Ask HN: How do you manage client projects which need lots of copy and images - iantimothy

For our current way of working, we share an Excel sheet which states what assets (i.e. images and copy) are needed and what's been delivered.  The client will drop the files into a Dropbox folder and update the Excel spreadsheet.  I'm finding this way of working inefficient because a good number of times, files are just dropped into folders with no organization, no context and no update of the Excel spreadsheet.  Tons of emails still need to be sent to know what's happening in the Dropbox folder.<p>Does anyone have a better way to manage the sharing of assets between client and vendor for projects.
======
bigiain
It isn't a perfect solution, but we often use unfuddle ( <http://unfuddle.com>
) for that.

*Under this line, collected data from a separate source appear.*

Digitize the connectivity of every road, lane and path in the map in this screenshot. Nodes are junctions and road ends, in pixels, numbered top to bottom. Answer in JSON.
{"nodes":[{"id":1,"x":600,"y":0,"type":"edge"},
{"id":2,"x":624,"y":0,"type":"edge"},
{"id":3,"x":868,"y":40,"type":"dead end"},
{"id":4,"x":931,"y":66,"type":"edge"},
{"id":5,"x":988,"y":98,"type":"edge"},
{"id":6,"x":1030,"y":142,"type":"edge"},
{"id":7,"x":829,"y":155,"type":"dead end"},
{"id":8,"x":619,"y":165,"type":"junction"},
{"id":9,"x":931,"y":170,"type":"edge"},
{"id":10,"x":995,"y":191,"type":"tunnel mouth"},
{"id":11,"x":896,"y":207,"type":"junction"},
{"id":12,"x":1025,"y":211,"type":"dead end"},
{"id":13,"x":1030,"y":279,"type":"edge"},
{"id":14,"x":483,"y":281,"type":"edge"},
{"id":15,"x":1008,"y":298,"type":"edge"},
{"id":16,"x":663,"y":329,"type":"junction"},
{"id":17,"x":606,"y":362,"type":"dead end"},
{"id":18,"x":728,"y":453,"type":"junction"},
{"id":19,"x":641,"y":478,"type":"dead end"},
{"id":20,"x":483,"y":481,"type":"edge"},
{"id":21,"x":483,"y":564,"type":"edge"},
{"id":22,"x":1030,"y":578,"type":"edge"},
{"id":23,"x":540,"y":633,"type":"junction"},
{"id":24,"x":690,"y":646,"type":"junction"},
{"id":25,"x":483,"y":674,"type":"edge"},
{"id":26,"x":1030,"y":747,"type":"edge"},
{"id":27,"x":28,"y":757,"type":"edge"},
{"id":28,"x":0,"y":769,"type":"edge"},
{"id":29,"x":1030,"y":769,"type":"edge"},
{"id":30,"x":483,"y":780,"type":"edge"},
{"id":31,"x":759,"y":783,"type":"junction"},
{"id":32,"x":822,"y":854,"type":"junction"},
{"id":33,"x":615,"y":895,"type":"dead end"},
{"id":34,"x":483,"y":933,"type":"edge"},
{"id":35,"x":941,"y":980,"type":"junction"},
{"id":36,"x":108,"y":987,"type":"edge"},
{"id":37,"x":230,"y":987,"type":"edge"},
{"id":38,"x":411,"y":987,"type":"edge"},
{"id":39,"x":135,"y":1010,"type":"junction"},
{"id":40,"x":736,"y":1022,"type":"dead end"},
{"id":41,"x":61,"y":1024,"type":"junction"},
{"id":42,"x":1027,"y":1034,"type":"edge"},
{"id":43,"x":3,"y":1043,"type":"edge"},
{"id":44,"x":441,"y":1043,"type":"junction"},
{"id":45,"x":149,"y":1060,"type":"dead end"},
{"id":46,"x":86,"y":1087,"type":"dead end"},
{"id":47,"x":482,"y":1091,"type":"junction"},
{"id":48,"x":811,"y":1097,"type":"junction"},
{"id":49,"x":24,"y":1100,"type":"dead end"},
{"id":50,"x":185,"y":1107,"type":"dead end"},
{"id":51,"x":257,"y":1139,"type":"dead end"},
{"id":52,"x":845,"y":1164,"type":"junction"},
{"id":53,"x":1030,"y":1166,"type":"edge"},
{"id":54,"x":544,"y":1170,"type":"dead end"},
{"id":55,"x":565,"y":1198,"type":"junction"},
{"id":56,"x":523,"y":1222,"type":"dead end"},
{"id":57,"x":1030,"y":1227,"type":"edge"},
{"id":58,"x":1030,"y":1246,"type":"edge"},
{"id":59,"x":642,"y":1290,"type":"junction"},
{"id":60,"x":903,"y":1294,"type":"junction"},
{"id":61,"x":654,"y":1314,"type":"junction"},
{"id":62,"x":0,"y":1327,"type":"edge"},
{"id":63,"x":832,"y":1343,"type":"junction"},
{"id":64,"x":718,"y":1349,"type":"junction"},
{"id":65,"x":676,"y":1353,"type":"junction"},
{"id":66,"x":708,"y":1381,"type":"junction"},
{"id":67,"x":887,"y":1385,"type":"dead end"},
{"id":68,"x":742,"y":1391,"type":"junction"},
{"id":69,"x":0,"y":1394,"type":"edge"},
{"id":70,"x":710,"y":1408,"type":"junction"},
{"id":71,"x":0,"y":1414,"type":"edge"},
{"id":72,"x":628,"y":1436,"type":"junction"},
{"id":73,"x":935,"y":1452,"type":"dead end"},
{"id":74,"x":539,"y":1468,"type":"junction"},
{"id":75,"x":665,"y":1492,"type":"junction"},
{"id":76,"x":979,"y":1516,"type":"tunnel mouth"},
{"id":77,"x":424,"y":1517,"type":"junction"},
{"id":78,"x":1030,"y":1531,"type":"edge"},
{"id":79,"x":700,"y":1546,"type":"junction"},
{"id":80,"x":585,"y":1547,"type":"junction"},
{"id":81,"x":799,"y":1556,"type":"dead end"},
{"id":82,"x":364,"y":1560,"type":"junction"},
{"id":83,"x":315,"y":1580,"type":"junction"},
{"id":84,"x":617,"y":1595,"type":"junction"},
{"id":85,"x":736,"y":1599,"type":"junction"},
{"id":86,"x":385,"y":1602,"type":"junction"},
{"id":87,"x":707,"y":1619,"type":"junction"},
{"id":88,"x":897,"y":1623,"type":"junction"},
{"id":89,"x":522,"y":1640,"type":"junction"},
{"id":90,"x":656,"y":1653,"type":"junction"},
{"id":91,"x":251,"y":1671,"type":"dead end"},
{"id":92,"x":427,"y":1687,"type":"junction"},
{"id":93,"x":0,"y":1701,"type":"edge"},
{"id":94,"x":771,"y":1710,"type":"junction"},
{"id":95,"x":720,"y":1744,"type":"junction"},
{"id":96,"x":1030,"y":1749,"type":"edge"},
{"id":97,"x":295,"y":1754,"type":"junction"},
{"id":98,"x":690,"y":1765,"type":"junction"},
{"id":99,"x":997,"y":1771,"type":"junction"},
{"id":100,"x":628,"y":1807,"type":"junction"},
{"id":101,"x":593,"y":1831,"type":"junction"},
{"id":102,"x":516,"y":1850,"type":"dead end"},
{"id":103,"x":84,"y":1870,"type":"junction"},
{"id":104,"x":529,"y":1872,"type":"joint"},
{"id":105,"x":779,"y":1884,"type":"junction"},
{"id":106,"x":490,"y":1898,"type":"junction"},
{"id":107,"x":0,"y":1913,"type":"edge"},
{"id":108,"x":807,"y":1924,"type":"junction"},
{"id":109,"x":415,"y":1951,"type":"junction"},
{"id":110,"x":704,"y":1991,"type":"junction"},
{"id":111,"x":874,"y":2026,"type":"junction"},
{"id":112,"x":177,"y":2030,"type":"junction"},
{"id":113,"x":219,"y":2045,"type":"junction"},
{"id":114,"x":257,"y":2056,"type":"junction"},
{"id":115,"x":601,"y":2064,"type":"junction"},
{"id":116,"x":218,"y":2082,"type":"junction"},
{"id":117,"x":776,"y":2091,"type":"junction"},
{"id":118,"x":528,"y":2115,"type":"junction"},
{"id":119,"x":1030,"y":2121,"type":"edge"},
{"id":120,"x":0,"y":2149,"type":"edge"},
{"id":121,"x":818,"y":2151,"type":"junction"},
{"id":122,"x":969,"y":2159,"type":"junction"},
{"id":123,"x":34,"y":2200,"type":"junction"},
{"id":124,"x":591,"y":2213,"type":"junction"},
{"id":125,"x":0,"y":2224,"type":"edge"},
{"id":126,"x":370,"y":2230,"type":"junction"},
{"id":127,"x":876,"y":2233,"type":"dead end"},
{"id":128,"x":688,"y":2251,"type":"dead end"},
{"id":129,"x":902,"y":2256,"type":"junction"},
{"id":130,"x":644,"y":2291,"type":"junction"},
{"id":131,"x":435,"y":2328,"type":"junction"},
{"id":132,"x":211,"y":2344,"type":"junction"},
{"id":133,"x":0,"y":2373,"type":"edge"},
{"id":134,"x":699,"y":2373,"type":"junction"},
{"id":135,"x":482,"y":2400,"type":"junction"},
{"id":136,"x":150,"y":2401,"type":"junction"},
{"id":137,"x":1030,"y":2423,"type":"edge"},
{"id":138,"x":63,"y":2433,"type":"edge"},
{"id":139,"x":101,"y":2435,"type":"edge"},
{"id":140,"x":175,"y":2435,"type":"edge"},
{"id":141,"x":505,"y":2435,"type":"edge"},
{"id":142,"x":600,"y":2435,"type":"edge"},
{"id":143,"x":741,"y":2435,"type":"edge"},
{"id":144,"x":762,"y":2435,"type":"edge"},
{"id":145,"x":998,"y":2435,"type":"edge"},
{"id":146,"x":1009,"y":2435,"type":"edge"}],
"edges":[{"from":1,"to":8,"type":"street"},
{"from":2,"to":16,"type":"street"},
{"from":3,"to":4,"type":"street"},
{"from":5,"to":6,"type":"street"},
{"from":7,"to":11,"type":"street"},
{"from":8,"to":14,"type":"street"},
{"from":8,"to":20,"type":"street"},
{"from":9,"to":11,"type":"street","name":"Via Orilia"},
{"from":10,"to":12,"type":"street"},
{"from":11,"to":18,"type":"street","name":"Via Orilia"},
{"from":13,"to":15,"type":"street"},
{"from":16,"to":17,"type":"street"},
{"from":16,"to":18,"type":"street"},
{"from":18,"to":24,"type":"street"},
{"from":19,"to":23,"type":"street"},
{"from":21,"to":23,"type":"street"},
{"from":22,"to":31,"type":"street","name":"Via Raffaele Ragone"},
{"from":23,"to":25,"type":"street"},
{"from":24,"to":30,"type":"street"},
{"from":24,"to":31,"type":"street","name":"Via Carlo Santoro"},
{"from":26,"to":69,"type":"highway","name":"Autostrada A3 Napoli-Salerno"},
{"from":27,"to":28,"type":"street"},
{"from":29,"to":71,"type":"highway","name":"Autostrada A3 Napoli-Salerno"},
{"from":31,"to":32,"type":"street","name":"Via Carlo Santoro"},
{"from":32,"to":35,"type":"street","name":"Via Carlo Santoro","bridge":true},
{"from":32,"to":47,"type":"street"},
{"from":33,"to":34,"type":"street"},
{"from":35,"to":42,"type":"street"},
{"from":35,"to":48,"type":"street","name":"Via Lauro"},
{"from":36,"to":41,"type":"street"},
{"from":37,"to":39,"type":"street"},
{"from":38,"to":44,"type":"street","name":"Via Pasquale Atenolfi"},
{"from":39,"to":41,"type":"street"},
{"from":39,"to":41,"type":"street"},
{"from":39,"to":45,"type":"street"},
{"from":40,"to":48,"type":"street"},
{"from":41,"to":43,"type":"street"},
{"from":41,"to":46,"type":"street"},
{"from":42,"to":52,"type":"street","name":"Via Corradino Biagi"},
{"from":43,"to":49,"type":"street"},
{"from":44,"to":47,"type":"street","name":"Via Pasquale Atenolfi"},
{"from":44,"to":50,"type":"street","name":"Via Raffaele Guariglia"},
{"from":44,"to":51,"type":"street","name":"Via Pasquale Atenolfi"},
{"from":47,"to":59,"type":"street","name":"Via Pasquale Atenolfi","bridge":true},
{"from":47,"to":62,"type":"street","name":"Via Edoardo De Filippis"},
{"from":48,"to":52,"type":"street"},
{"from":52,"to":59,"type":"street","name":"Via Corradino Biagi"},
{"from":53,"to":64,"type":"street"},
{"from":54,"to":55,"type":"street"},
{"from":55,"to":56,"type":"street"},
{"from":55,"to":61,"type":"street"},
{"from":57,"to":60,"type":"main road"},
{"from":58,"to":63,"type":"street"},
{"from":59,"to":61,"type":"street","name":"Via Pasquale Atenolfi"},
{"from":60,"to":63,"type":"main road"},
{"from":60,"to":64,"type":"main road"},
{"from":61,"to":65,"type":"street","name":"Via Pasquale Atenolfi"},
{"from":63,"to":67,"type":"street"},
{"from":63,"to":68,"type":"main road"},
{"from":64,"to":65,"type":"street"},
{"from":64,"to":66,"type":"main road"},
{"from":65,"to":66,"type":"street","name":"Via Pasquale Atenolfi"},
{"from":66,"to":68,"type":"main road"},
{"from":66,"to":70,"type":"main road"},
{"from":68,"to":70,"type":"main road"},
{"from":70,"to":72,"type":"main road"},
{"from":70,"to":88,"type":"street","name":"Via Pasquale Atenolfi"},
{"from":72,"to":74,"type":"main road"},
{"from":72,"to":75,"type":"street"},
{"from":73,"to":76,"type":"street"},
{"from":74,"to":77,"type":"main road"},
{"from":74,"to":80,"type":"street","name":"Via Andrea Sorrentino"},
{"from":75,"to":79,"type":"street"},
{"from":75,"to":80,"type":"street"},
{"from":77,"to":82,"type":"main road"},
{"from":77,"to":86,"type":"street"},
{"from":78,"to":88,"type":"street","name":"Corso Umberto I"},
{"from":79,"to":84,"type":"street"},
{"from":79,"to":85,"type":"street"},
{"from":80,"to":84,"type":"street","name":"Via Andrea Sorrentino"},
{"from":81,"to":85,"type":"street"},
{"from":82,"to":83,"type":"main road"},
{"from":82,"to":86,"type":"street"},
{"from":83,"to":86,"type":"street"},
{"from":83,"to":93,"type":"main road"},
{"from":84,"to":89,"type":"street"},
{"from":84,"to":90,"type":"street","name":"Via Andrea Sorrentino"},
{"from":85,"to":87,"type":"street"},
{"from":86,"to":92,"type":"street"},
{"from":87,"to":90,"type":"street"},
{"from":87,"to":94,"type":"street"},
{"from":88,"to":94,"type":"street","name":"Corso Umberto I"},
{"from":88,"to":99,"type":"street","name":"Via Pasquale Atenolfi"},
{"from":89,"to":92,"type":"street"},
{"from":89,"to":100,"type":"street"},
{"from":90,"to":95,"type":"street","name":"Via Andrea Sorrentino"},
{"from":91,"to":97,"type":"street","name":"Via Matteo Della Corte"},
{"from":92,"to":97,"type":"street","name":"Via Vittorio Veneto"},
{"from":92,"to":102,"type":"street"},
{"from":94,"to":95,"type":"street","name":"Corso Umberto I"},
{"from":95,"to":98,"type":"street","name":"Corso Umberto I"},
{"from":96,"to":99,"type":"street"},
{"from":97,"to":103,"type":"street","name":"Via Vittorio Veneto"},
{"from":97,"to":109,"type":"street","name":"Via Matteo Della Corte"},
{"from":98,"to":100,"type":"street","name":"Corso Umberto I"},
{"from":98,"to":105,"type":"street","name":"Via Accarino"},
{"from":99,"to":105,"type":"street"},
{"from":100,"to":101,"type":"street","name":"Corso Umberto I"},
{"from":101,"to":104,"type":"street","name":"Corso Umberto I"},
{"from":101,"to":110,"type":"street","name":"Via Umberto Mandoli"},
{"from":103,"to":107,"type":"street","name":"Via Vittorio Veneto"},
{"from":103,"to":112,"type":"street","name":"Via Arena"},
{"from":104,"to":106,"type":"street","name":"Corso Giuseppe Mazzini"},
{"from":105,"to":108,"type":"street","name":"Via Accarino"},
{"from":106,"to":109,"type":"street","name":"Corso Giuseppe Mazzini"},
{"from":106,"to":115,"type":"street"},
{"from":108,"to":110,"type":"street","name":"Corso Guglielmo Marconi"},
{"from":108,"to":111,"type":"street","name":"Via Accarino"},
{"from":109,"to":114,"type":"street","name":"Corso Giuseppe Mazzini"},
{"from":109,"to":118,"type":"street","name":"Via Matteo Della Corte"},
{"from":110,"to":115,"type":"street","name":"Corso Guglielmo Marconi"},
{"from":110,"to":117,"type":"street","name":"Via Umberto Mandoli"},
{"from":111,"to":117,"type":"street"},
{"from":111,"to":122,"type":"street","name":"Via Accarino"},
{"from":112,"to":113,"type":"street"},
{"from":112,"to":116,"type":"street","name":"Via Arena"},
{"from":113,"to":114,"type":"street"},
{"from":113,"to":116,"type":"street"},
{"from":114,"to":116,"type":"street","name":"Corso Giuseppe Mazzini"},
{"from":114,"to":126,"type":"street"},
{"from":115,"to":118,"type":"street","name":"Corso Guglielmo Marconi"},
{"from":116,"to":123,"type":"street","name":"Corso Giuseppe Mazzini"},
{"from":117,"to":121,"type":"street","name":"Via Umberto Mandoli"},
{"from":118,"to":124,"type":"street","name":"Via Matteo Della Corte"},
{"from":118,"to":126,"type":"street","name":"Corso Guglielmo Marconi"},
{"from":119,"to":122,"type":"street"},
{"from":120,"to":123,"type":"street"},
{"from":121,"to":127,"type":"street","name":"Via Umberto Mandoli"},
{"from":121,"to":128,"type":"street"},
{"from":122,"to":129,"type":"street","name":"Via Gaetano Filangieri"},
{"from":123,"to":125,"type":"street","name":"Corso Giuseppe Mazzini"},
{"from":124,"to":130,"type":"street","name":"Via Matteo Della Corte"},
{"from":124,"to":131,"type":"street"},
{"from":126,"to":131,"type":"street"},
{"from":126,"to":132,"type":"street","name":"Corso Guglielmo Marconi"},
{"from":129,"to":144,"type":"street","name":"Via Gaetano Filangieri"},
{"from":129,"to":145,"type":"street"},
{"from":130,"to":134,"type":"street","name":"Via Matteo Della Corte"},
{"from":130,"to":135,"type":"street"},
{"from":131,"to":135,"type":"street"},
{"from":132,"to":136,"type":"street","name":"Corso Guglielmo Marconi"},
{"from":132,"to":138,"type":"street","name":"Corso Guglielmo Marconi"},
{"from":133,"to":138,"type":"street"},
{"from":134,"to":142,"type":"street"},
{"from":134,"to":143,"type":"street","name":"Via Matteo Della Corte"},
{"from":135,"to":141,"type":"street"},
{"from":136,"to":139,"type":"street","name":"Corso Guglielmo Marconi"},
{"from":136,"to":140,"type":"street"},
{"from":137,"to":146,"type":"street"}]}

You can attach files to tickets, and set milestones to be
dependant on tickets, so it's always easy to send a client a report showing
which outstanding tickets allocated to them are holding up a particular
milestone.

It introduces a lot of "project management" administrative work, which we're
still struggling with deciding which projects benefit enough from it to
account for the extra time spent in the project management tool, and which
projects are small enough that letting one person "own" the project and deal
with all that manually is worth the risk of dropping things on the floor
occasionally.

There's a free level of account (2 users, 200mB storage) you can use to test
drive it...

------
ra
Any ticketing system that supports attachments is OK.